02:31 We'll get our car off the scales and get it up in the air and the wheel off and we'll make a ride height change here of 1.5 turns to this right rear corner.
02:41 Once we've got our change made, we can get the car back on the ground, we can settle the suspension and get the car back onto the scales to see the effect of that one change.
02:51 With the car back on the scales, this time we can see that our cross weight's increased further to 674 kg, our cross weight percentage now 49.6% so we're creeping closer to our target of 50%.
03:04 Still got a little bit of work left to do here.
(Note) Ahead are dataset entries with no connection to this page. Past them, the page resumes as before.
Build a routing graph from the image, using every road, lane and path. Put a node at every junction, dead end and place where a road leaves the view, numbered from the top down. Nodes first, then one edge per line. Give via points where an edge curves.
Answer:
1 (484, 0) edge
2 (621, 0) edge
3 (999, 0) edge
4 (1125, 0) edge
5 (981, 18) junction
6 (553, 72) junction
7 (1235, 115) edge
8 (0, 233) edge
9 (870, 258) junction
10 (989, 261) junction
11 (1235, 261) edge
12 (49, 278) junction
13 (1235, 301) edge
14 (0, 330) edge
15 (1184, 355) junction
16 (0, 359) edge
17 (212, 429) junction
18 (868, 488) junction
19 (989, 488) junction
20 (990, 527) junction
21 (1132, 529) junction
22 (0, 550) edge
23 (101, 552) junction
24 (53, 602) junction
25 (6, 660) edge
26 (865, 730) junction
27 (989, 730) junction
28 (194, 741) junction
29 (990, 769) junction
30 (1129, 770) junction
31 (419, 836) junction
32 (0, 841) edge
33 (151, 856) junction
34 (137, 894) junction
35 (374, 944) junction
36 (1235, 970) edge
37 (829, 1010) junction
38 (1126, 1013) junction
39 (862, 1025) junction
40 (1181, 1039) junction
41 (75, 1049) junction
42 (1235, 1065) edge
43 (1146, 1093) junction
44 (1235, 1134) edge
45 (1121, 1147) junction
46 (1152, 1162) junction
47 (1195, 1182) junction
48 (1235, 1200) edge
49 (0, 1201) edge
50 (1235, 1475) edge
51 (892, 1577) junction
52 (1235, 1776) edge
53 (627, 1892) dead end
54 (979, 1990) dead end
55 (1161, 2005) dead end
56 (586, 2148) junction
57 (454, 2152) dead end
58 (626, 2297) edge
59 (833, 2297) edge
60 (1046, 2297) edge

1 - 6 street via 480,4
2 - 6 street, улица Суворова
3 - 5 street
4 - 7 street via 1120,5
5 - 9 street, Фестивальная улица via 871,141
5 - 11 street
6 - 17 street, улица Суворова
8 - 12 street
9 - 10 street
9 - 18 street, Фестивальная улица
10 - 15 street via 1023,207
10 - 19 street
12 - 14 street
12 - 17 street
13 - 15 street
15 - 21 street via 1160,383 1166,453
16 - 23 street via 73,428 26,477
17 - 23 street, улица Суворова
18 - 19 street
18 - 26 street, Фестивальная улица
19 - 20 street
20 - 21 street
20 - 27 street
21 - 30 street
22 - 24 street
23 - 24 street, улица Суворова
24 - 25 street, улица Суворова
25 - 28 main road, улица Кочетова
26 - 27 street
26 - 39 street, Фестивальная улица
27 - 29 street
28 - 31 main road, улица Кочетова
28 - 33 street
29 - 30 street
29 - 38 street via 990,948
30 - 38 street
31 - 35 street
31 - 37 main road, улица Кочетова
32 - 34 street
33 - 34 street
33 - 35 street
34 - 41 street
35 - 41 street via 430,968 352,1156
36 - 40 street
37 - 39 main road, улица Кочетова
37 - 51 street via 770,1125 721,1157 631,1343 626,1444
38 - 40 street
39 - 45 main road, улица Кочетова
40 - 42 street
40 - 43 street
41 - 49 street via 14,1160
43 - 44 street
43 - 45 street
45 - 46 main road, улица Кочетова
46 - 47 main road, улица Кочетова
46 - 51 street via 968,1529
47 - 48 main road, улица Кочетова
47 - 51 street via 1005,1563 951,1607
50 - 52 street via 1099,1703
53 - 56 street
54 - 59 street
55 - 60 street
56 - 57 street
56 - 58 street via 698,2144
03:07 We can see that that change in our cross weight percentage has come from an additional 3 kg added into the left rear, smaller change to our right front and of course the respective corners of the car, the weight has been reduced.
03:20 What we're going to do now is roll the car back off and we're going to make a further change of one turn at the left rear of the car.
03:27 So what I'm doing here is splitting the difference in where I'm making our adjustments.
03:33 You'll remember at this stage we've only made a change of 1.5 turns on the right rear, this will be a total of two turns on the left rear.
03:39 So the sort of changes we're making there, the actual ride height change will have little impact on our alignment settings and it's also going to have limited effect on the suspension operation.
03:51 Let's get the car off the scales, we'll make that further change to our left rear, we'll settle the suspension again, load it back up and we can have a look at our results.
04:01 It's worth mentioning here that while we've now hit our target of 50% cross weight, we can see that in particular on the front axle line, we've got a 30kg imbalance between the right front, which is heavy and the left front which is light.
04:15 And as we've already discussed, this could have an impact on our braking performance.
04:20 At the end of the day, this process is always going to be something of a compromise on a road car like this.
04:27 And it's our job, in the next step to test our results on the track and make sure that the 50% cross weight that we've targeted actually does give us an improvement in our handling balance, our performance on track and ultimately our lap times.
04:41 Now that we've got our corner weighting complete, the final task is to lock off our spring perches to make sure they don't move.